Browser ASR uses the same model contract, loaded explicitly via modelUrl.
Signatures
class ASRModel(
model_path: Optional[PathLike] = None,
vocab_path: Optional[PathLike] = None,
decode: Optional[ASRDecodeConfig] = None,
providers: Optional[Sequence[str]] = None,
model_sample_rate: int = 16000,
)
model.transcribe_file("sample.wav")
model.transcribe_waveform(waveform, sample_rate) type ASRNodeOptions = {
modelPath?: string;
vocabPath?: string;
sampleRate?: number;
blankToken?: string;
unkToken?: string;
wordBoundaryToken?: string;
blankBias?: number;
unkBias?: number;
collapseRepeats?: boolean;
};
type ASRBrowserOptions = {
modelUrl?: string;
vocabUrl?: string;
sampleRate?: number;
blankToken?: string;
unkToken?: string;
wordBoundaryToken?: string;
blankBias?: number;
unkBias?: number;
collapseRepeats?: boolean;
}; Return values
Python
ASRResult:phonemes,phoneme_text,word_phoneme_text,token_ids,frame_token_ids,num_frames.TypeScript
ASRResult:phonemes,phonemeText,wordPhonemeText,tokenIds,frameTokenIds,numFrames.
Common usage patterns
# Reuse model instances across requests.
g2p = G2PModel()
asr = ASRModel()
# Explicit split G2P assets.
custom_g2p = G2PModel(
encoder_model_path="encoder.onnx",
decoder_step_model_path="decoder_step.onnx",
vocab_path="g2p_vocab.json",
)
# Explicit ASR asset.
custom_asr = ASRModel(model_path="asr_waveform_fp16.onnx") import { G2PNodeModel } from "hama-js/g2p";
import { ASRNodeModel } from "hama-js/asr";
import { G2PBrowserModel, ASRBrowserModel } from "hama-js/browser";
// Reuse model instances.
const g2p = await G2PNodeModel.create();
const asr = await ASRNodeModel.create();
// Browser: host assets next to your bundle.
const browserG2p = await G2PBrowserModel.create({
encoderUrl: "/assets/encoder.onnx",
decoderStepUrl: "/assets/decoder_step.onnx",
});
const browserAsr = await ASRBrowserModel.create({
modelUrl: "/assets/asr_waveform_fp16.onnx",
});
const rendered = await browserG2p.predict(
"Really?

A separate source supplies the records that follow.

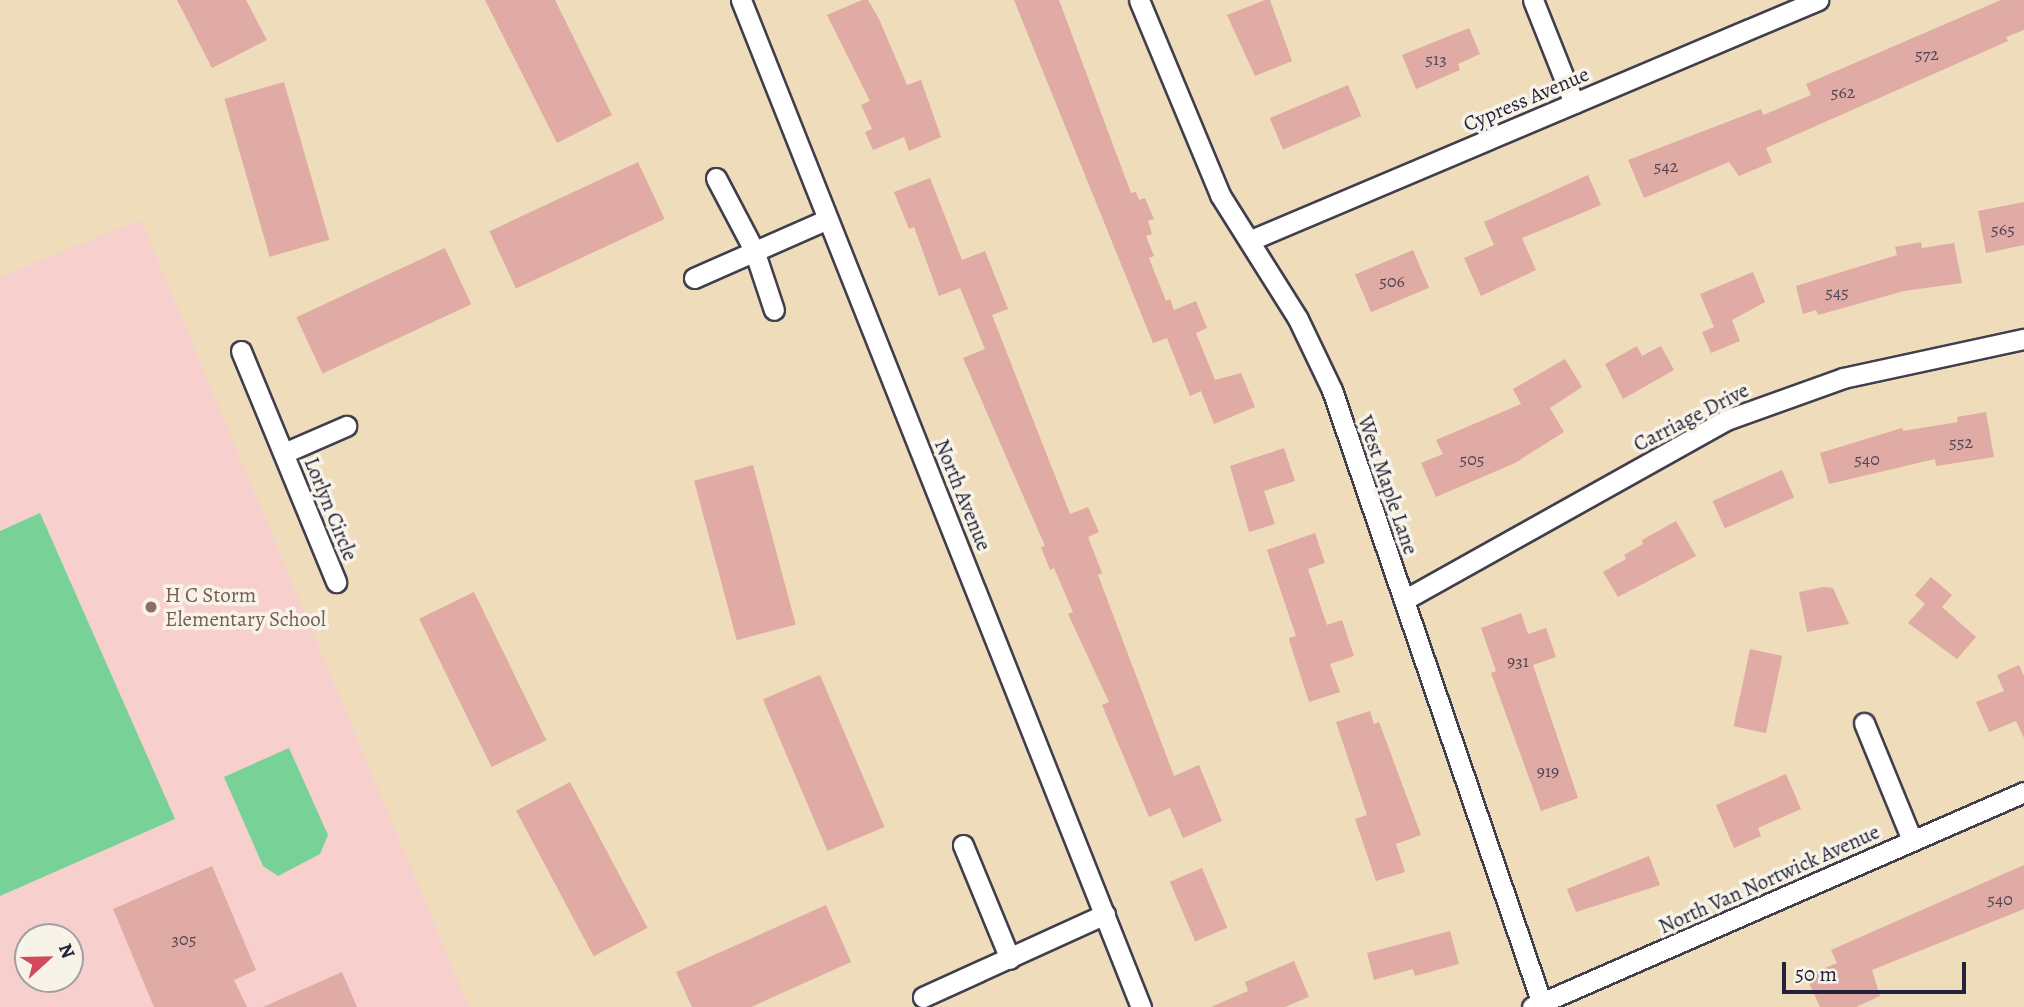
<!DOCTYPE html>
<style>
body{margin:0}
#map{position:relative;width:2024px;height:1007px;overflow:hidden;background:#efdcba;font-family:Alegreya,serif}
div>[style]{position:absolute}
.built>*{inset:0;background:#f7d0ce}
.green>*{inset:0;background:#78d197}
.building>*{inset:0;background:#dfaba4;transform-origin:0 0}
.roads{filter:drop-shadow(2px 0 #413e4e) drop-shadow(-2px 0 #413e4e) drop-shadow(0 2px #413e4e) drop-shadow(0 -2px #413e4e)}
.street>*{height:19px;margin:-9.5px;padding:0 9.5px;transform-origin:9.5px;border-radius:9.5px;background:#fff}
.dots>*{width:19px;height:19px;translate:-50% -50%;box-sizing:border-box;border:4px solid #f7f3e8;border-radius:50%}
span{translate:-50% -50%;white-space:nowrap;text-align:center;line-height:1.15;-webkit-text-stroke:7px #f7f3e8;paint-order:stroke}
.number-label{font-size:18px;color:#514455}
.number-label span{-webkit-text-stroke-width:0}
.street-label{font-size:21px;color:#22223b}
.education-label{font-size:21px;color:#785e54}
.left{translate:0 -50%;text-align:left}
.north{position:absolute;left:14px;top:923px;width:70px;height:70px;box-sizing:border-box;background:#f7f3e8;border:2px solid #a29fa3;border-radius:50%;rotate:68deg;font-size:19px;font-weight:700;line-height:28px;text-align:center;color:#22223b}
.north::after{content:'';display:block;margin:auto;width:24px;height:32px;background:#d1495b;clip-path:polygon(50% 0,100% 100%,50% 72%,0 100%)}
.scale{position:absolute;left:1782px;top:962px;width:184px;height:32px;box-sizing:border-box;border:4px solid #22223b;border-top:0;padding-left:9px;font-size:21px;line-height:24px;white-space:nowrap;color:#22223b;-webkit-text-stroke:5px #f7f3e8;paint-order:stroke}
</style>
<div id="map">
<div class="built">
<i style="clip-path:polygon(evenodd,141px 220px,469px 1007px,0 1007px,0 277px,141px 220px,28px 937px,70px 937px,70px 979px,28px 979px,28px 937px)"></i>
</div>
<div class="green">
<i style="clip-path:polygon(40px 513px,175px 819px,0 896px,0 531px)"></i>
<i style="clip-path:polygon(289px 748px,328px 835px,320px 854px,278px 876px,263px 866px,224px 777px)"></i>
</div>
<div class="building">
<i style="clip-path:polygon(177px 0,246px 0,267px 40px,212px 68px)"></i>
<i style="clip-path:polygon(485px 0,555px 0,612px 115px,557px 143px)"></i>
<i style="clip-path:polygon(862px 0,868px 0,879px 19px,907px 85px,921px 80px,941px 137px,909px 151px,904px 137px,873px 150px,865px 132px,872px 129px,861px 105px,870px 101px,827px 15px)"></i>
<i style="clip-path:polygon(1014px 0,1059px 0,1131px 193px,1136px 192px,1139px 200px,1145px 198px,1154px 219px,1148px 221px,1152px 234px,1146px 236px,1154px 256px,1149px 258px,1166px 301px,1170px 299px,1174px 310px,1196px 301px,1207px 328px,1196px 333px,1215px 380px,1241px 373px,1255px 407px,1214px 424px,1201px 391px,1190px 396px,1167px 338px,1153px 343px)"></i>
<i style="clip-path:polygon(1265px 0,1270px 0,1292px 61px,1255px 76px,1227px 15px)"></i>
<i style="clip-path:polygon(2001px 0,2024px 0,2024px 30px,2006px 37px,2008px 41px,1766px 148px,1772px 162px,1739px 176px,1729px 162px,1644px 198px,1628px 160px,1761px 109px,1763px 115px,1811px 95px,1806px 84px)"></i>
<i style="clip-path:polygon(1469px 28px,1480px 54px,1458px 64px,1460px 70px,1416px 89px,1402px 55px)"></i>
<i style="left:284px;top:82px;width:164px;height:62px;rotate:74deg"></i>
<i style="left:1348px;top:85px;width:34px;height:85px;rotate:67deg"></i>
<i style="left:638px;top:162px;width:63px;height:164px;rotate:65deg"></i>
<i style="clip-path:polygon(1588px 175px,1601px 205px,1522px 238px,1536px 270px,1481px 296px,1464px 258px,1494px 245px,1484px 222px)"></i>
<i style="clip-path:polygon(930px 178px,962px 260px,985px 251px,1008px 309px,992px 315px,1070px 514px,1088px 507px,1099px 532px,1088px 537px,1102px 573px,1098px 575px,1174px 776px,1199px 765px,1222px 821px,1183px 838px,1170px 808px,1149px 817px,1102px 705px,1109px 702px,1068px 614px,1073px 612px,1054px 568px,1050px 570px,1041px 547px,1045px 546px,963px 358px,985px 349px,960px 288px,939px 296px,914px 227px,909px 229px,894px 192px)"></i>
<i style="clip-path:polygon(2024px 202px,2024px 245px,1986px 253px,1978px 211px)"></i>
<i style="clip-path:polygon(1921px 242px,1922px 248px,1954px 243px,1962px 283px,1904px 291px,1818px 315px,1816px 310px,1803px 314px,1796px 286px,1897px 255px,1895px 247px)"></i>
<i style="left:445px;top:248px;width:62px;height:164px;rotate:65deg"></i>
<i style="left:1413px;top:250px;width:41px;height:63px;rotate:67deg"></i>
<i style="clip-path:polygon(1753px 272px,1765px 302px,1732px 320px,1740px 341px,1711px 353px,1702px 332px,1714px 327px,1700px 294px)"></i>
<i style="clip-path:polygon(1637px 346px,1642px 356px,1661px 346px,1674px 370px,1623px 399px,1605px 364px)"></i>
<i style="clip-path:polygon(1565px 359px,1582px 387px,1550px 408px,1564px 432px,1515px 463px,1436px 497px,1421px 463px,1443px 454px,1436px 440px,1521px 404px,1513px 389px)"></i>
<i style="clip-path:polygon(1986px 412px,1994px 457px,1936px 466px,1935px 459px,1829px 484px,1820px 453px,1902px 428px,1903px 431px,1958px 422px,1957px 417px)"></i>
<i style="clip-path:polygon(1284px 448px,1295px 481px,1264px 491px,1275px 524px,1249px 532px,1230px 466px)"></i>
<i style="left:753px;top:465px;width:165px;height:61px;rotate:75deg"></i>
<i style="left:1782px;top:470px;width:30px;height:76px;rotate:66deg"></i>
<i style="clip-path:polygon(1676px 521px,1696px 556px,1618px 597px,1603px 572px,1626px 559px,1624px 555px,1643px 544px,1642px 540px)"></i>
<i style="clip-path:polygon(1315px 533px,1325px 563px,1308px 569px,1327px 625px,1342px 620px,1354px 656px,1330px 664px,1340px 692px,1309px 702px,1290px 643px,1289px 638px,1296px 636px,1267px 550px)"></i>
<i style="clip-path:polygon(1931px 577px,1952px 595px,1942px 607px,1976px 637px,1957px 659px,1908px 623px,1925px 604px,1915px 595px)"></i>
<i style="clip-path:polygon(1823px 587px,1833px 588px,1849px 624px,1807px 632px,1799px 592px)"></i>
<i style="left:474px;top:592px;width:165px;height:61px;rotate:64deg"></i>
<i style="clip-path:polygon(1521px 613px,1528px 634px,1546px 628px,1556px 657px,1533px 665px,1578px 798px,1541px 811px,1491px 673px,1496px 671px,1481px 628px)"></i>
<i style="left:1750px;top:649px;width:33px;height:79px;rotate:12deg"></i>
<i style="clip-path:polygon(2019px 665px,2024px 676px,2024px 738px,2016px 721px,1989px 732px,1976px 702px,2004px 691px,1997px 675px)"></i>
<i style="left:820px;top:675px;width:165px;height:62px;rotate:67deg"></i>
<i style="clip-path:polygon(1370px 711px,1374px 724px,1379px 722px,1421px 835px,1396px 844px,1405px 872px,1376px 881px,1355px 819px,1367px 815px,1336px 722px)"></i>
<i style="clip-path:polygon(1786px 774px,1801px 809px,1758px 828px,1761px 836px,1734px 848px,1716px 805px)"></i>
<i style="left:570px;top:782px;width:165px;height:61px;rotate:62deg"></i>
<i style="clip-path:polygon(1649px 856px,1660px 885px,1576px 912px,1567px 889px)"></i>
<i style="clip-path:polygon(2024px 865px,2024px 909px,1872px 970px,1880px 996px,1856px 1007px,1820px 1007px,1806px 976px,1837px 963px,1831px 950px)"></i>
<i style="clip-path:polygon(212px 866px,256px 970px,234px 980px,247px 1007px,154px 1007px,113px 909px)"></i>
<i style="left:1202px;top:868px;width:65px;height:35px;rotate:67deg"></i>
<i style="clip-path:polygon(826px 905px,851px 962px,751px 1007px,692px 1007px,676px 972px)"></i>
<i style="clip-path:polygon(1450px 931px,1459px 964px,1415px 976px,1413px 969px,1374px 980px,1367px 953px)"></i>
<i style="clip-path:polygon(1294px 961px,1309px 997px,1285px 1007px,1211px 1007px,1248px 991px,1245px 982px)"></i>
<i style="clip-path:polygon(342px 972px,357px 1007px,263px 1007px)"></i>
</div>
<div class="roads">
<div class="street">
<i style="left:741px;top:0;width:1084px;rotate:68.34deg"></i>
<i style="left:1139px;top:0;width:211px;rotate:67.4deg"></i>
<i style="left:1220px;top:195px;width:146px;rotate:57.8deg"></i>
<i style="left:1298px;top:319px;width:79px;rotate:64.4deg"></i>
<i style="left:1332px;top:390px;width:652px;rotate:71.12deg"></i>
<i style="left:1533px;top:0;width:111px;rotate:68.3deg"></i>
<i style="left:716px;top:178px;width:81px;rotate:62.2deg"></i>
<i style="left:754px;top:250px;width:63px;rotate:71.6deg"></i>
<i style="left:1251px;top:240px;width:616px;rotate:-22.94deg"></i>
<i style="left:694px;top:278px;width:146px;rotate:-23.8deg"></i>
<i style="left:241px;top:351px;width:250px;rotate:67.6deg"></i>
<i style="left:284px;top:453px;width:68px;rotate:-23.5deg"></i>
<i style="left:1404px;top:600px;width:369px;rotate:-29.2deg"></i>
<i style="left:1726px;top:420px;width:124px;rotate:-19.7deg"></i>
<i style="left:1843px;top:378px;width:185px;rotate:-12.2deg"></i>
<i style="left:1864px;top:723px;width:126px;rotate:67.7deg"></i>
<i style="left:963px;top:845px;width:123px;rotate:67.6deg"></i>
<i style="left:923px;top:997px;width:200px;rotate:-24.5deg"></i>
<i style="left:1532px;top:1007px;width:537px;rotate:-23.6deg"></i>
</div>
</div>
<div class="dots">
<i style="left:151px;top:607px;background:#8d6e63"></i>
</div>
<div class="number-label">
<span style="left:1927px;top:54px">572</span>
<span style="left:1436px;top:59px">513</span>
<span style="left:1843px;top:92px">562</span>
<span style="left:1666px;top:166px">542</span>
<span style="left:2003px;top:229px">565</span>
<span style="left:1392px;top:281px">506</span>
<span style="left:1837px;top:292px">545</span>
<span style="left:1961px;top:442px">552</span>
<span style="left:1472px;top:459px">505</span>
<span style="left:1867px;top:459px">540</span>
<span style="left:1518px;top:661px">931</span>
<span style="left:1548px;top:771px">919</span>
<span style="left:2000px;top:899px">540</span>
<span style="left:184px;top:939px">305</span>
</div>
<div class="street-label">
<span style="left:1526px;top:99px;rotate:-23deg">Cypress Avenue</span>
<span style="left:1691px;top:417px;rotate:-27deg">Carriage Drive</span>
<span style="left:1388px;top:485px;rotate:71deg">West Maple Lane</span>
<span style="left:963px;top:495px;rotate:68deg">North Avenue</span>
<span style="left:331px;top:509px;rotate:68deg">Lorlyn Circle</span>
<span style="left:1769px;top:879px;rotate:-24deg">North Van Nortwick Avenue</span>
</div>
<div class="education-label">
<span class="left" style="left:165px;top:607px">H C Storm<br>Elementary School</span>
</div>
<div class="north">N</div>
<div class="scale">50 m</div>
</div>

What's the orbital velocity of the moon?",
{ preserveLiterals: "punct" },
);
console.log(rendered.displayIpa); Reference demo
The browser demo powering this site lives in src/scripts/g2p-demo.ts. It
exposes mountBrowserDemo(), which wires DOM elements to the public browser G2P
runtime.
<section id="g2p-demo">
<textarea data-demo-input placeholder="Type text…">안녕하세요</textarea>
<button data-demo-chip data-value="Alignment gives explainability">Sample</button>
<span data-demo-status-dot></span>
<p data-demo-status-text>Waiting for input.</p>
<small data-demo-status-note>(Everything stays on-device.)</small>
<output data-demo-ipa>—</output>
<div data-demo-alignments></div>
</section> import { mountBrowserDemo } from "./g2p-demo";
const root = document.querySelector("#g2p-demo");
if (root) {
mountBrowserDemo(root);
} Shared helpers
- Python:
split_text_to_jamo,join_jamo_tokens,decode_ctc_tokens. - TypeScript:
splitTextToJamo,joinJamoTokens,decodeCtcTokens.
Alignments map each phoneme back to the original character index. Use them to highlight pronunciations or validate text/phoneme correspondence in UI.